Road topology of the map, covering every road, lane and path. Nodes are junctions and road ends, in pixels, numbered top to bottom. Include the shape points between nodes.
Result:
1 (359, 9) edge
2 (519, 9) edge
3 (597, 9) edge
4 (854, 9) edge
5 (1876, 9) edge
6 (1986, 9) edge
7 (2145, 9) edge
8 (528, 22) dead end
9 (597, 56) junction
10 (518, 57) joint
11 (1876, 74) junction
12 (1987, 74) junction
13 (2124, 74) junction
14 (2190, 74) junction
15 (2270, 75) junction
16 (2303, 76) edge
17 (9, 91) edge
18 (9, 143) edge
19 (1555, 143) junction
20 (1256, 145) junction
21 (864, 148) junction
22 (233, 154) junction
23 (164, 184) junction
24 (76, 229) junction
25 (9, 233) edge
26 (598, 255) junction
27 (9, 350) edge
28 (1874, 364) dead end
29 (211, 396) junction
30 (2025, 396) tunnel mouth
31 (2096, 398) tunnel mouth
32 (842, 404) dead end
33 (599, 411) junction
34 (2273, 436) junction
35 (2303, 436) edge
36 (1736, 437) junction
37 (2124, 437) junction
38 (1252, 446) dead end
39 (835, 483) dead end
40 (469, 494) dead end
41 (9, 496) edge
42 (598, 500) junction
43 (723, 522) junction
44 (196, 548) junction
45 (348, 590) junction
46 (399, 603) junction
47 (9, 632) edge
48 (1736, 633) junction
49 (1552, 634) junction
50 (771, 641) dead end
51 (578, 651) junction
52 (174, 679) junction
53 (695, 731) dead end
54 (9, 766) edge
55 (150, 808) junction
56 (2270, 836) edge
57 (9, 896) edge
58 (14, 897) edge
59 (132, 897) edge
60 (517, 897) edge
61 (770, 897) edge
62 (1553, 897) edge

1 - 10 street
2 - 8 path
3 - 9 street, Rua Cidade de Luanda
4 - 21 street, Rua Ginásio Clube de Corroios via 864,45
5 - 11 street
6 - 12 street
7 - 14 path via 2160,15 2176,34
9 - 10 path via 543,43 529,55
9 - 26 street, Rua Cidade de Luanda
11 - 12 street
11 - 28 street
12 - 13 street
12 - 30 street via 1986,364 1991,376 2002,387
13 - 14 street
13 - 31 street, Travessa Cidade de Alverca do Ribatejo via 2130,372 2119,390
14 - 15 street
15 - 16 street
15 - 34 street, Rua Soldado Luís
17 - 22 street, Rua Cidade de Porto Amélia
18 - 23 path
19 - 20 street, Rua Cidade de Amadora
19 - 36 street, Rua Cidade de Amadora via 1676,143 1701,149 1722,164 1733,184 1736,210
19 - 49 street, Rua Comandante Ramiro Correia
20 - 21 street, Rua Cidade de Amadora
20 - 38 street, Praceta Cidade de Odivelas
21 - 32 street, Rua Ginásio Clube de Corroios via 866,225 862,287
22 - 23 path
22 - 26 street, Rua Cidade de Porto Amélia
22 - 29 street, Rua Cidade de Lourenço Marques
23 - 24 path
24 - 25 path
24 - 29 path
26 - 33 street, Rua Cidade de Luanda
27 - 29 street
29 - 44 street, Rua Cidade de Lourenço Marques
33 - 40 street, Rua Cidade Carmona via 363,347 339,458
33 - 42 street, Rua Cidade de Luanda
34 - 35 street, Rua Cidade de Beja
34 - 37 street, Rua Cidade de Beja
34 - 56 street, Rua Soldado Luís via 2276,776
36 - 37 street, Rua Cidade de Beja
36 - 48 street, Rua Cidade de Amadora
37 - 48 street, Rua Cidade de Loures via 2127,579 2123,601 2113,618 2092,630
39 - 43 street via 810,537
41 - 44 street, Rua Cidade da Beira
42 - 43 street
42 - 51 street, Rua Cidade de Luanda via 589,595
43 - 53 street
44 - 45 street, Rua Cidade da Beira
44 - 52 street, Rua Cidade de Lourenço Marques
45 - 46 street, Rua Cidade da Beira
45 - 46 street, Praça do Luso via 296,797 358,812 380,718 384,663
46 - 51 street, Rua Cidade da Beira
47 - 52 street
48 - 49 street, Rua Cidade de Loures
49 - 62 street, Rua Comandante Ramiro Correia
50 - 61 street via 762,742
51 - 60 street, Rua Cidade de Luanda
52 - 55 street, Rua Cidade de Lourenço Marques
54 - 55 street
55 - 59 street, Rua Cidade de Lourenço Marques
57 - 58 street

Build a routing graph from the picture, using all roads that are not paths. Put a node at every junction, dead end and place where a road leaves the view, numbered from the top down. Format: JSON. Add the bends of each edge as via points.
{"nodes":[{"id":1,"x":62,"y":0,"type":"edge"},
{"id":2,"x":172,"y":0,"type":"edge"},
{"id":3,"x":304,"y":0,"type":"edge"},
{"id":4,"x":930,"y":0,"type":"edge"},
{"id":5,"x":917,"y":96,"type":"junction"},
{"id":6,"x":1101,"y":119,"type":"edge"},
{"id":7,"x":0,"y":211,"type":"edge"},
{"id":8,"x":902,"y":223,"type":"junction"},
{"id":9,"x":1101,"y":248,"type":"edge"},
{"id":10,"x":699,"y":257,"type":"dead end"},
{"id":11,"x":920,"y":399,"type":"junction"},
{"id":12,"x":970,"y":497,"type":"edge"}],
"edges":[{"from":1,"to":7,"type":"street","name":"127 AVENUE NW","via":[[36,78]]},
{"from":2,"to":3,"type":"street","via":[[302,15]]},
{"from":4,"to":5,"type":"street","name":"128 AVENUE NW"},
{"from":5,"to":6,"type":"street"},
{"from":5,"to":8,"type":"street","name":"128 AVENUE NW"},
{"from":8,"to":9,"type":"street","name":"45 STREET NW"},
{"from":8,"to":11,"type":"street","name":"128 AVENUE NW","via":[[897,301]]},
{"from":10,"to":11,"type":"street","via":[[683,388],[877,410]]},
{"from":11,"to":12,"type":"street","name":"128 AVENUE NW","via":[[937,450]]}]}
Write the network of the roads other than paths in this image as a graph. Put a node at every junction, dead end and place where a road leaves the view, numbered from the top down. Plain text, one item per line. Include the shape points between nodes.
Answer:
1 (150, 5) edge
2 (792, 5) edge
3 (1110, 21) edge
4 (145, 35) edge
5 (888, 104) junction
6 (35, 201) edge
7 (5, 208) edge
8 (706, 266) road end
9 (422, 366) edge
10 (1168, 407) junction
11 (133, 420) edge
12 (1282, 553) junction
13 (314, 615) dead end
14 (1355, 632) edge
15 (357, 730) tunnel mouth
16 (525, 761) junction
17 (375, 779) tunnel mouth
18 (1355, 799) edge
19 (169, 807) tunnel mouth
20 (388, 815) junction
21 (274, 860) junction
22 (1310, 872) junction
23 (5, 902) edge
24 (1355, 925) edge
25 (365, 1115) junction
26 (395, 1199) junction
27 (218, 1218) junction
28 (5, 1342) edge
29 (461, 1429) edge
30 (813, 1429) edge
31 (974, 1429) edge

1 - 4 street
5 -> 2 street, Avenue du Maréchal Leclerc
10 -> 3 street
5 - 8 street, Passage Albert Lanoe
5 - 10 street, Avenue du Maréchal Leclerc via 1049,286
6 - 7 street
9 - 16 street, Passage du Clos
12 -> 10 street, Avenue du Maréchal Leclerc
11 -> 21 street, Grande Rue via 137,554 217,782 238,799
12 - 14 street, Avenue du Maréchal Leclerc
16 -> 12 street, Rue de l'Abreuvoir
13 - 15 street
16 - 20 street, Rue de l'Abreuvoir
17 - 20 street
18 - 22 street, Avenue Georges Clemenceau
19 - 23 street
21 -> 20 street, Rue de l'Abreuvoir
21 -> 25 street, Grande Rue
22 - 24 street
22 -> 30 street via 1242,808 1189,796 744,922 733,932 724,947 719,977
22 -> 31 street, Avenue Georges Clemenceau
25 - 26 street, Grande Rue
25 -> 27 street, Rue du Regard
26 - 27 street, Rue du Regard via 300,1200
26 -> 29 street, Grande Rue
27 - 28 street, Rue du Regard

REQUIRED WORK: Give the count of lines in the listing that contain the word "Amélia". No explanation is wanted.

EXERCISE RESULT: 2